Learning from Software Failures

Students in Vincent St-Amour’s new Responsible Software Engineering course are analyzing case studies of software failures and exploring tools and techniques to prevent similar disasters

Software failures can have devastating consequences.

In 2017, an Equifax data breach exposed the personal information of 147 million people. Last December, following a US National Highway Traffic Safety Administration probe into a series of collisions related to Tesla's autopilot software, the company recalled more than 2 million vehicles.

And UK authorities are continuing an ongoing investigation into the Horizon accounting system failure that resulted in the wrongful prosecution of hundreds of UK Post Office employees for false shortfalls.

Forty students in the new COMP_SCI 396: Responsible Software Engineering course launched by Northwestern Engineering’s Vincent St-Amour are analyzing these types of incidents and exploring tools and techniques that can prevent similar failures in the future.

Vincent St-Amour“The welfare of the public is the professional engineer’s number one priority,” said St-Amour, associate professor of instruction at the McCormick School of Engineering. “I'm increasingly of the thinking that ethics needs to be an omnipresent presence in our curriculum, something that must be reinforced at every turn, because what students are building is going to affect people’s lives.”

Inspired by the core curriculum ethics integration model he piloted last year in collaboration with fellows in the Northwestern Tech Ethics Initiative, St-Amour structured Responsible Software Engineering as a team-based course focused on problems and solutions.

Each Tuesday this winter quarter, students examine a case study of a software disaster. Teams respond to a set of questions posed by St-Amour, then pose their own discussion points to delve into aspects of the disaster they find most interesting or relevant.

“The discussion is wide-ranging because a lot of the causes of these failures are things that we can't necessarily tackle in a classroom setting, but they are nonetheless really important to talk about,” St-Amour said. “For instance, one of the big problems in the UK Post Office scandal is an excessive faith in technology coupled with a lack of understanding around the limits of technology — and students will encounter this type of issue.”

On Thursdays, the class analyzes one specific root cause of the software disaster and applies potential technical and process solutions.

“One central failure in the Post Office case was that different parts of the system could not actually communicate with one another,” St-Amour explained. “The fact that a postmaster had sent a payment was lost to the ether, so it looked like they had just kept the money.”

Students practiced using validation tools to test and check message models that represent the types of messages that would be transmitted in a Horizon-type system.

Students also work through hypothetical ethical conflicts that can arise in the workplace using frameworks such as the ACM Code of Ethics and Professional Conduct and ACM Proactive CARE (Consider, Analyze, Review, and Evaluate) to help make informed decisions.

“Students will confront ethical conflicts — pressure to cut corners to save money or ship something on time,” St-Amour said. “We discussed how to approach these things in practice to prevent compromising user safety or data security.”

For their final projects, each team of five students can opt to present a case study or a technical solution.

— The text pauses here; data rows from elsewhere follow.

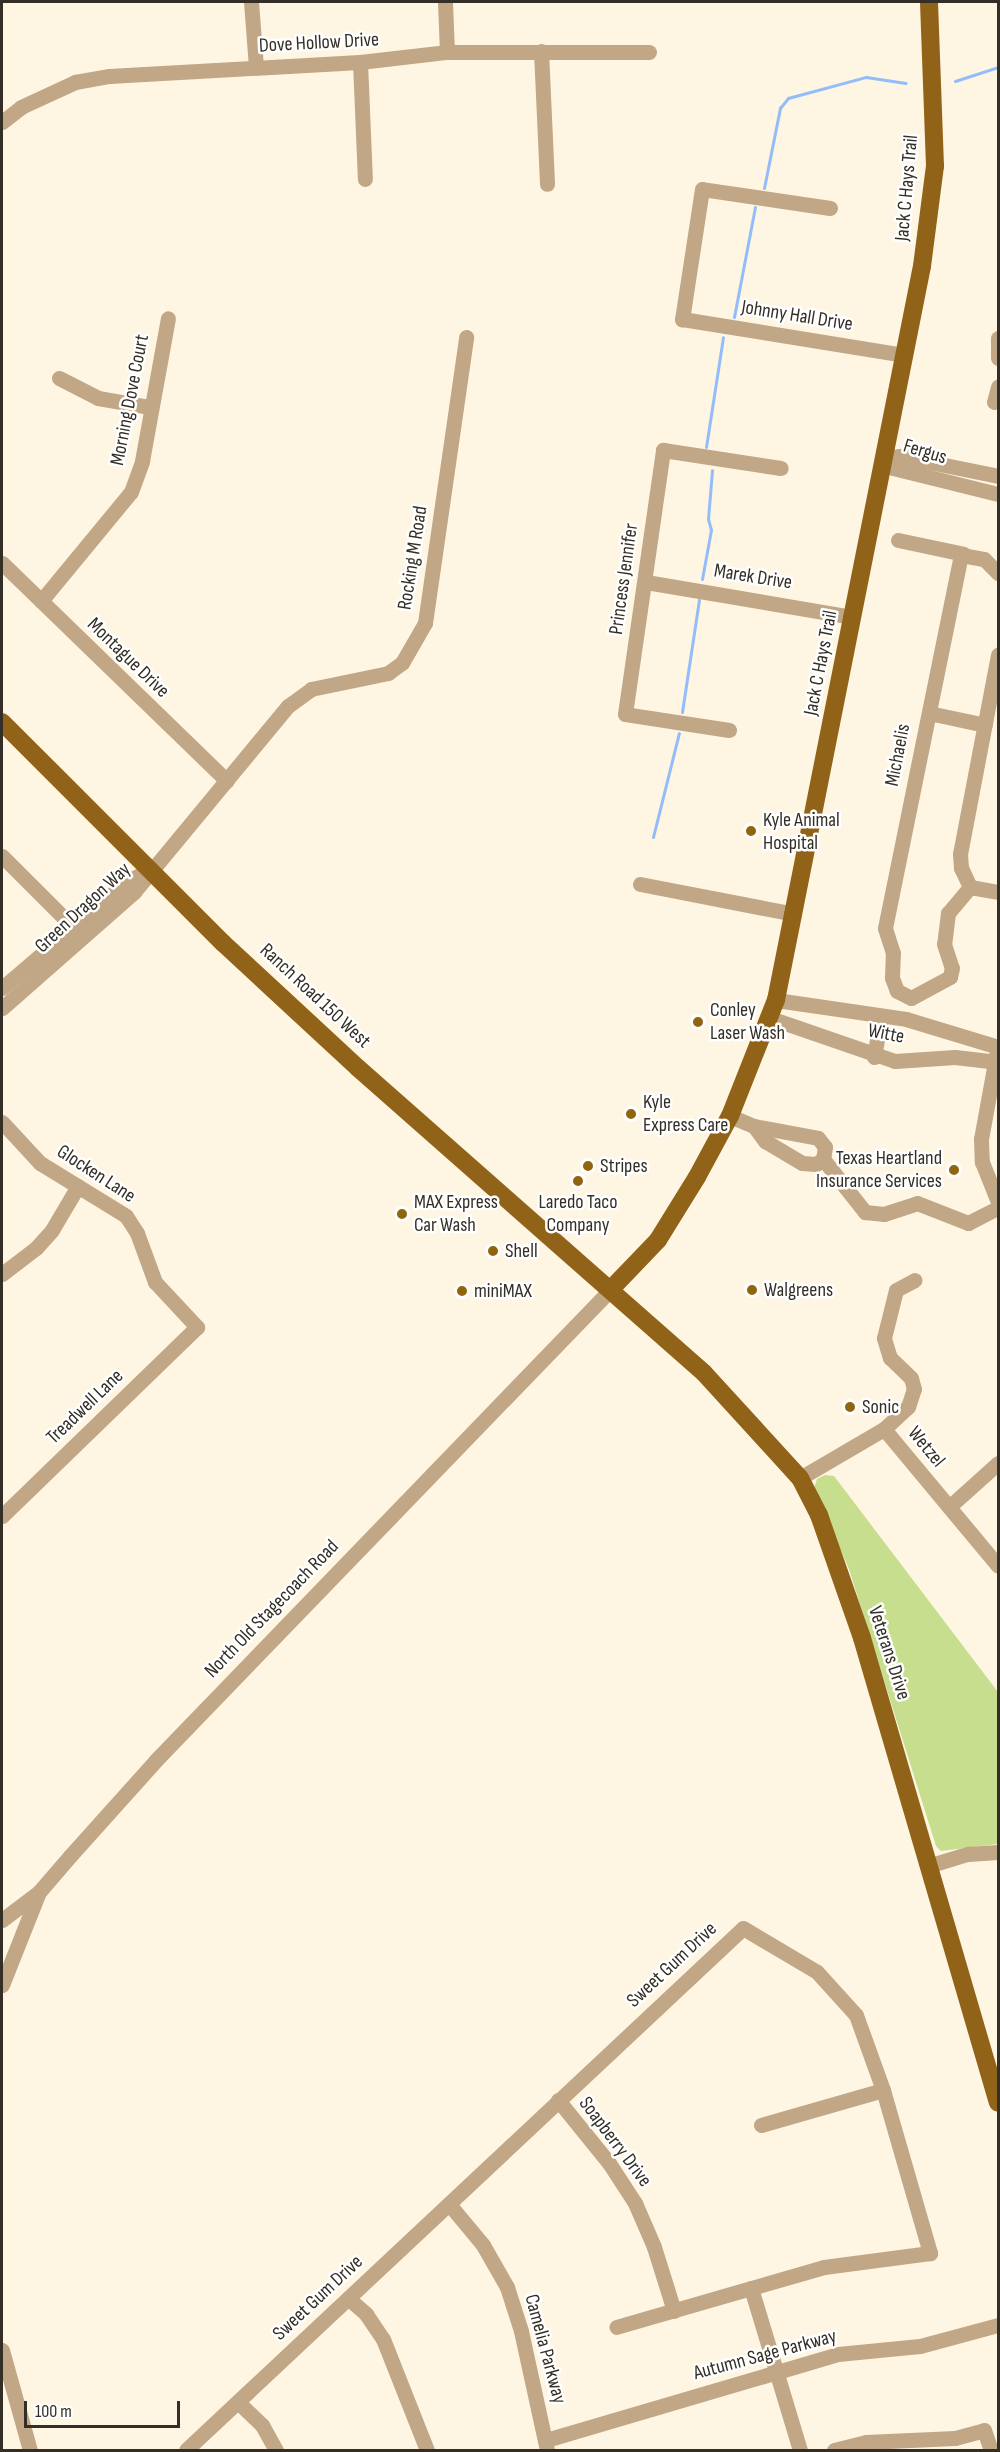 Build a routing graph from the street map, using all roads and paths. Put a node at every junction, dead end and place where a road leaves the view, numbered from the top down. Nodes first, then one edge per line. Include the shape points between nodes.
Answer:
1 (251, 2) edge
2 (445, 2) edge
3 (929, 2) edge
4 (541, 51) junction
5 (447, 52) junction
6 (649, 52) dead end
7 (360, 62) junction
8 (256, 67) junction
9 (2, 122) edge
10 (365, 179) dead end
11 (547, 184) dead end
12 (830, 208) dead end
13 (168, 318) dead end
14 (466, 336) dead end
15 (999, 338) edge
16 (905, 355) junction
17 (999, 358) edge
18 (58, 378) dead end
19 (999, 387) edge
20 (994, 402) dead end
21 (150, 407) junction
22 (885, 458) junction
23 (781, 468) dead end
24 (999, 476) edge
25 (999, 494) edge
26 (898, 540) dead end
27 (964, 554) junction
28 (2, 563) edge
29 (999, 573) edge
30 (646, 582) junction
31 (41, 601) junction
32 (854, 617) junction
33 (999, 655) edge
34 (928, 713) junction
35 (2, 722) edge
36 (985, 725) junction
37 (729, 730) dead end
38 (227, 781) junction
39 (2, 856) edge
40 (153, 869) junction
41 (640, 884) dead end
42 (970, 887) junction
43 (999, 892) edge
44 (794, 914) junction
45 (80, 934) junction
46 (2, 988) edge
47 (911, 998) junction
48 (2, 1008) edge
49 (773, 1009) junction
50 (881, 1017) junction
51 (906, 1019) junction
52 (998, 1052) edge
53 (874, 1057) junction
54 (730, 1116) junction
55 (2, 1122) edge
56 (754, 1126) junction
57 (823, 1159) junction
58 (78, 1186) junction
59 (999, 1202) edge
60 (999, 1208) edge
61 (2, 1274) edge
62 (915, 1280) dead end
63 (612, 1288) junction
64 (197, 1327) joint
65 (884, 1429) junction
66 (999, 1463) edge
67 (800, 1478) junction
68 (949, 1507) junction
69 (2, 1516) edge
70 (999, 1566) edge
71 (999, 1852) edge
72 (931, 1865) junction
73 (39, 1892) junction
74 (2, 1920) edge
75 (2, 1985) edge
76 (883, 2090) junction
77 (558, 2100) junction
78 (999, 2103) edge
79 (761, 2125) dead end
80 (449, 2204) junction
81 (751, 2288) junction
82 (348, 2299) junction
83 (674, 2311) junction
84 (999, 2325) edge
85 (616, 2327) dead end
86 (2, 2350) edge
87 (777, 2372) junction
88 (238, 2402) junction
89 (547, 2445) edge
90 (30, 2451) edge
91 (186, 2451) edge
92 (276, 2451) edge
93 (427, 2451) edge
94 (800, 2451) edge
95 (834, 2451) edge
96 (991, 2451) edge

1 - 8 street
2 - 5 street
3 - 16 main road, Jack C Hays Trail via 935,166
4 - 5 street, Dove Hollow Drive
4 - 6 street, Dove Hollow Drive
4 - 11 street
5 - 7 street, Dove Hollow Drive
7 - 8 street, Dove Hollow Drive
7 - 10 street
8 - 9 street, Dove Hollow Drive via 75,82 21,107
12 - 16 street, Johnny Hall Drive via 702,189 682,319
13 - 21 street, Morning Dove Court
14 - 38 street, Rocking M Road via 424,623 402,663 388,673 311,690 288,706
15 - 17 street
16 - 22 main road, Jack C Hays Trail
18 - 21 street via 98,398
19 - 20 street
21 - 31 street, Morning Dove Court via 142,461 131,492
22 - 24 street, Fergus via 900,456
22 - 25 street, Fergus via 893,468
22 - 32 main road, Jack C Hays Trail
23 - 30 street, Princess Jennifer via 663,450
26 - 27 street
27 - 29 street via 984,559
27 - 34 street, Michaelis
28 - 31 street, Montague Drive
30 - 32 street, Marek Drive
30 - 37 street, Princess Jennifer via 625,714
31 - 38 street, Montague Drive
32 - 44 main road, Jack C Hays Trail
33 - 36 street
34 - 36 street
34 - 47 street, Michaelis via 885,928 893,953 891,978 897,991
35 - 40 main road, Ranch Road 150 West
36 - 42 street via 960,854 961,868
38 - 40 street, Rocking M Road
39 - 45 street
40 - 45 street, Green Dragon Way via 126,882
40 - 63 main road, Ranch Road 150 West via 224,943 358,1068
41 - 44 street
42 - 43 street
42 - 47 street via 948,913 944,944 952,968 950,977
44 - 49 main road, Jack C Hays Trail
45 - 46 street, Green Dragon Way
45 - 48 street, Green Dragon Way
47 - 51 street
49 - 50 street, Witte
49 - 53 street, Witte
49 - 54 main road, Jack C Hays Trail
50 - 51 street, Witte
50 - 53 street
51 - 52 street, Witte
52 - 53 street, Witte via 895,1061
52 - 59 street via 981,1139 982,1162
54 - 56 street
54 - 63 main road, Jack C Hays Trail via 658,1240
55 - 58 street, Glocken Lane via 33,1158
56 - 57 street via 765,1141 802,1163 816,1164
56 - 57 street via 818,1138 825,1146
57 - 60 street via 865,1212 884,1214 917,1203 968,1223
58 - 61 street via 51,1230
58 - 64 street, Glocken Lane via 126,1216 137,1233 155,1282
62 - 65 street via 896,1290 884,1338 890,1358 911,1378 914,1389 908,1407
63 - 67 main road, Veterans Drive via 704,1372
63 - 73 street, North Old Stagecoach Road via 156,1760
64 - 69 street, Treadwell Lane
65 - 67 street, Wetzel
65 - 68 street, Wetzel
66 - 68 street
67 - 72 main road, Veterans Drive via 819,1515 862,1638
68 - 70 street, Wetzel
71 - 72 street via 968,1854
72 - 78 main road, Veterans Drive
73 - 74 street
73 - 75 street, North Old Stagecoach Road
76 - 77 street, Sweet Gum Drive via 856,2015 839,1992 817,1972 743,1928
76 - 79 street
76 - 81 street, Sweet Gum Drive via 930,2253 824,2267
77 - 80 street, Sweet Gum Drive
77 - 83 street, Soapberry Drive via 609,2163 635,2203
80 - 82 street, Sweet Gum Drive
80 - 89 street, Camelia Parkway via 483,2244 507,2287
81 - 83 street, Sweet Gum Drive
81 - 87 street
82 - 88 street, Sweet Gum Drive
82 - 93 street via 366,2314 382,2339
83 - 85 street, Sweet Gum Drive
84 - 87 street, Autumn Sage Parkway via 920,2346 838,2354
86 - 90 street
87 - 89 street, Autumn Sage Parkway
87 - 94 street
88 - 91 street, Sweet Gum Drive
88 - 92 street via 262,2425
95 - 96 street via 866,2442 955,2438 984,2430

Lucy BeckLucy Beck, a fourth-year student pursuing a combined bachelor of arts and master of science in computer science degree, will present a case study with her team on the 2019 grounding of Boeing’s 737 Max airliner. The grounding followed two fatal plane crashes resulting from malfunctioning sensor data to retrofit flight stability software called the Maneuver Characteristics Augmentation System (MCAS).

Beck, an incoming software engineer at Dropbox, enrolled in the course to learn about past software failures so she could understand what went wrong and how to avoid those types of failures in her own career.

“Throughout my time at Northwestern, my view has shifted from prioritizing technical skills to emphasizing the broader societal implications of technology,” Beck said. “Enrolling in courses like Responsible Software Engineering, alongside other advanced CS classes, has prompted me to critically examine the ethical dimensions of my work.”

Jack Burkhardt, a fourth-year student earning a combined bachelor of arts and master of science in computer science degree, believes a responsible software engineer can recognize their shortcomings, take ownership of their mistakes, and advocate for others whose voices may otherwise not be heard during the development process.

Jack Burkhardt“A common theme in many of the failure case studies we examined during class involved engineers letting their hubris get the best of them,” Burkhardt said. “To be responsible is to do the best you can to recognize the ramifications of your work and ensure that a particular group will not be negatively impacted if the software fails.”

Burkhardt’s team is working on a case study of the 2022 Southwest Airlines holiday travel meltdown, in which operational failures of two proprietary and internally maintained software systems used for managing and crewing flights resulted in the cancellation of 16,900 flights and the stranding of more than two million passengers.

“The airline's software systems were already known to be dated and marred with issues, and a blizzard was the perfect storm for a software crisis,” Burkhardt said.